What is needed => Line tally for the word "Adepitan": count the lines below that contain it and reply with the number alone.

The input =>

*** Block opens ***

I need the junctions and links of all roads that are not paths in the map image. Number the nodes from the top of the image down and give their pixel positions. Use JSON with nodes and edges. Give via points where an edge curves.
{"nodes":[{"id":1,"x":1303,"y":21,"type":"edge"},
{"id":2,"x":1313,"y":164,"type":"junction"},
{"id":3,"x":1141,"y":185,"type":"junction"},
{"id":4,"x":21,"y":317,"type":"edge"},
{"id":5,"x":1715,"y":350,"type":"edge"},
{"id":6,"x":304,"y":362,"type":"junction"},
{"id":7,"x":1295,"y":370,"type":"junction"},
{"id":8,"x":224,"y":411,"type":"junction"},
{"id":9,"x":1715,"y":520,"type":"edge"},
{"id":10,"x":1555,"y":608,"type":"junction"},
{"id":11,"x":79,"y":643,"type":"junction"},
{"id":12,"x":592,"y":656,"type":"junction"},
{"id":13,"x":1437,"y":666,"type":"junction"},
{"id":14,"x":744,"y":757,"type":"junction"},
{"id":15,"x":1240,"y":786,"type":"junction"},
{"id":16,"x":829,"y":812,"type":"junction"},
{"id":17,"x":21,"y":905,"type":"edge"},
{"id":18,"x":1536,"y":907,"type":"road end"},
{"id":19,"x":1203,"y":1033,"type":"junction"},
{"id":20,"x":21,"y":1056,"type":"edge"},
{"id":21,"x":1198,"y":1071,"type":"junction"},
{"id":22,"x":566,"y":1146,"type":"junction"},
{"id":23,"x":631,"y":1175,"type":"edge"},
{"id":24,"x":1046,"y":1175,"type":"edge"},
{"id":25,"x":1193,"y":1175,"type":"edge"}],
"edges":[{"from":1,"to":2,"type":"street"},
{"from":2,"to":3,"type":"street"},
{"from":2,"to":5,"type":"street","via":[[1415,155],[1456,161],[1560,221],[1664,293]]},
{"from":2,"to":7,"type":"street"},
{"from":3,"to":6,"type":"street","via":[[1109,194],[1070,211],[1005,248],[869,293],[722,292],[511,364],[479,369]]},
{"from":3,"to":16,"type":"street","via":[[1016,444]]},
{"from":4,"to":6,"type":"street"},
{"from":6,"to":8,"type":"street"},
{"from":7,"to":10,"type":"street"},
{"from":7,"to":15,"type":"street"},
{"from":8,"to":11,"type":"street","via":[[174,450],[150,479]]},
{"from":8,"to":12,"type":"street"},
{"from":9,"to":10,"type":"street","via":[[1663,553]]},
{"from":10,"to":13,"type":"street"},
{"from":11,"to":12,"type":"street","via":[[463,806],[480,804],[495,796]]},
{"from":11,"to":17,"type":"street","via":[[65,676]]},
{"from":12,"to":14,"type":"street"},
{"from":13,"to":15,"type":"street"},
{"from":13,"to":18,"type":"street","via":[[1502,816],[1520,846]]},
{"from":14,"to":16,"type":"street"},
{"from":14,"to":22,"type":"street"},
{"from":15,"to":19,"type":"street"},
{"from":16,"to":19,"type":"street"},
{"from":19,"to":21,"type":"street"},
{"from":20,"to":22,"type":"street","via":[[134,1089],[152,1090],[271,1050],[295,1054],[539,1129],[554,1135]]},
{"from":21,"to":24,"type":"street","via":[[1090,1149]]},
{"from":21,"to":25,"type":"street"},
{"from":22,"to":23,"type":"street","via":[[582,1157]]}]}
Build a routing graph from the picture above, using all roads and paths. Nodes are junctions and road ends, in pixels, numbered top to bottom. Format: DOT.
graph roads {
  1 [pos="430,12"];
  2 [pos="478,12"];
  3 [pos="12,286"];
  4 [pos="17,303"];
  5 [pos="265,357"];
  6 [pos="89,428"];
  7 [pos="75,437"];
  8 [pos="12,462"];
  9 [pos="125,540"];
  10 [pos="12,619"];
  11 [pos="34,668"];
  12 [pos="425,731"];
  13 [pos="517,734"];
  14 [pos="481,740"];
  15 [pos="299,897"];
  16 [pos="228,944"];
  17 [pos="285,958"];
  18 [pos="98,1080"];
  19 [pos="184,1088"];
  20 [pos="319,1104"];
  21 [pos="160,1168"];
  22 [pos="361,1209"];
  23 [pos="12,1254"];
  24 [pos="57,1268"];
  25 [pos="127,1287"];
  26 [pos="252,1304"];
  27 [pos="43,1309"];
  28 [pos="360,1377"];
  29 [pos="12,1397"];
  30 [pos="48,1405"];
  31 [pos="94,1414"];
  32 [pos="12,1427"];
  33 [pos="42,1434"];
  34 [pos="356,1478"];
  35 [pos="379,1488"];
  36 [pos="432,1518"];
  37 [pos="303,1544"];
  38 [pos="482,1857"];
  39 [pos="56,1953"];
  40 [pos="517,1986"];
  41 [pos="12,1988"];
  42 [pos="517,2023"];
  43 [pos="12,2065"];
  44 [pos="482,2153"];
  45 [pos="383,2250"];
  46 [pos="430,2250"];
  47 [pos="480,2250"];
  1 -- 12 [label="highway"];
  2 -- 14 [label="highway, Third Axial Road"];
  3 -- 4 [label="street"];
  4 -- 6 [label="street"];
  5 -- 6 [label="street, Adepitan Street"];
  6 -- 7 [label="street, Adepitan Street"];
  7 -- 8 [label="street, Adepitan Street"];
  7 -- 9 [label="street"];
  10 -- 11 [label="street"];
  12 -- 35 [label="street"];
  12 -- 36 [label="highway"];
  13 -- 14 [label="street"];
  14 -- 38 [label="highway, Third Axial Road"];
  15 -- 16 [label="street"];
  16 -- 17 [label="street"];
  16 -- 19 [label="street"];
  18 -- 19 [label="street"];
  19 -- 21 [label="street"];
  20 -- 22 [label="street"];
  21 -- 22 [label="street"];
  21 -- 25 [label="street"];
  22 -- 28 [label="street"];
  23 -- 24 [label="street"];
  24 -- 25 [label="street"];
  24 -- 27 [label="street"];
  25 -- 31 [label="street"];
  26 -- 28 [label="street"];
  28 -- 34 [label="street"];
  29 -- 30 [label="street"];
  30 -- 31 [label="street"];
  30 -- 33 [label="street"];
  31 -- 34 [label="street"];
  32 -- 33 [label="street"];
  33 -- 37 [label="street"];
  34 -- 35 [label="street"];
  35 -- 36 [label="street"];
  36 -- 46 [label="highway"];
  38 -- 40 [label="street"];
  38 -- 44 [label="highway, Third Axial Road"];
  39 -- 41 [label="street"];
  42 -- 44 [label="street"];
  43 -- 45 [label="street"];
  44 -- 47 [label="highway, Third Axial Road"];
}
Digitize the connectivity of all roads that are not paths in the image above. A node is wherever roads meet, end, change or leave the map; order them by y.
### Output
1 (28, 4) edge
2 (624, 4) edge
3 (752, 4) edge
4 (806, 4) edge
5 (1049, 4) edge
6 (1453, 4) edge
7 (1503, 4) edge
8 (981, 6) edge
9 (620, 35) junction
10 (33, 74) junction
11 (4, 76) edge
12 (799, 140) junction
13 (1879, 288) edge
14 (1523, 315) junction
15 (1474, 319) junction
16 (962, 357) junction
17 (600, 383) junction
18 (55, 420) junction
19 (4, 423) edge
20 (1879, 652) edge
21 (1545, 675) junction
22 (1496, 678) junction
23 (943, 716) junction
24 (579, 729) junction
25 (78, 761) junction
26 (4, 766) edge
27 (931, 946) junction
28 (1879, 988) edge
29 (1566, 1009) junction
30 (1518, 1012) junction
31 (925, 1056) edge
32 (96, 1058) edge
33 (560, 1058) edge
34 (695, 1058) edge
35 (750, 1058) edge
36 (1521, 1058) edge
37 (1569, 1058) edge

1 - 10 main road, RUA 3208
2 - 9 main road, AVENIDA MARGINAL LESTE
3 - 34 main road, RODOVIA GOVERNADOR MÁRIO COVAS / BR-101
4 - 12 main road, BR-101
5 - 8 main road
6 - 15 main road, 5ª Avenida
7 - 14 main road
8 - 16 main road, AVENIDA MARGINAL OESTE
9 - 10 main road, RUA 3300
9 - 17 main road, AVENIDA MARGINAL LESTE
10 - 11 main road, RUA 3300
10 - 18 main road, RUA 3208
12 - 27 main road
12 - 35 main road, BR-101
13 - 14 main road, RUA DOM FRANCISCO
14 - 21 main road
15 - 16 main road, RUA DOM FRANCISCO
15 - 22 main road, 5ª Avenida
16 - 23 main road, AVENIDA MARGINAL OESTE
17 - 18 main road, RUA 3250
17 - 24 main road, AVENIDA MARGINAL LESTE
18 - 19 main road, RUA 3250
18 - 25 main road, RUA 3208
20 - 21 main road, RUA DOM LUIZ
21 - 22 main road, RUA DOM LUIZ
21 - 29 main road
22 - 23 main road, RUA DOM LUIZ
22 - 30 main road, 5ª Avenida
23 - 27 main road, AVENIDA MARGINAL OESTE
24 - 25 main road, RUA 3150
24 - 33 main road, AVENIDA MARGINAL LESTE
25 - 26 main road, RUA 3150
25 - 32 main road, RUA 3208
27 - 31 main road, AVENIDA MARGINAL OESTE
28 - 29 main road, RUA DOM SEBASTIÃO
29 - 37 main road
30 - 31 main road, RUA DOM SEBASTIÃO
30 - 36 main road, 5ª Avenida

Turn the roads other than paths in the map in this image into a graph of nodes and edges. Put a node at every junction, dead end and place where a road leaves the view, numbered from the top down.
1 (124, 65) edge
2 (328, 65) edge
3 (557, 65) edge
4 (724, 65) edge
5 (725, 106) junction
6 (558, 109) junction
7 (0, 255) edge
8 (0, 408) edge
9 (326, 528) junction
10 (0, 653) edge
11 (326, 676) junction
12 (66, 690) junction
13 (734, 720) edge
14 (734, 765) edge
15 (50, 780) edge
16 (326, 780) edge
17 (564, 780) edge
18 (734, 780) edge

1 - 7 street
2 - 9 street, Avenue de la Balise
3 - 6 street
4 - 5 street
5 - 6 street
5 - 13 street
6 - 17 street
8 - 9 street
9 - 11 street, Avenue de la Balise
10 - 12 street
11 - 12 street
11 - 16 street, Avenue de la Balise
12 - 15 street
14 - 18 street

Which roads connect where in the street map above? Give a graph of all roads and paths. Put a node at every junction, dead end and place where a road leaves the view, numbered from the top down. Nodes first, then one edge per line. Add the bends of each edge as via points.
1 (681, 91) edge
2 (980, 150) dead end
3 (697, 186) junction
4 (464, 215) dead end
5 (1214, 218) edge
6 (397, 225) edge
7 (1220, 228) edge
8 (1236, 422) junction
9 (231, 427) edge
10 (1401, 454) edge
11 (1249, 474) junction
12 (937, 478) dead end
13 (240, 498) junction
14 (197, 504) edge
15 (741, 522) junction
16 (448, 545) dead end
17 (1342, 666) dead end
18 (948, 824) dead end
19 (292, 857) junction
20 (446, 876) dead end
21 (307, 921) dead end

*** Block closes ***

Written answer => 3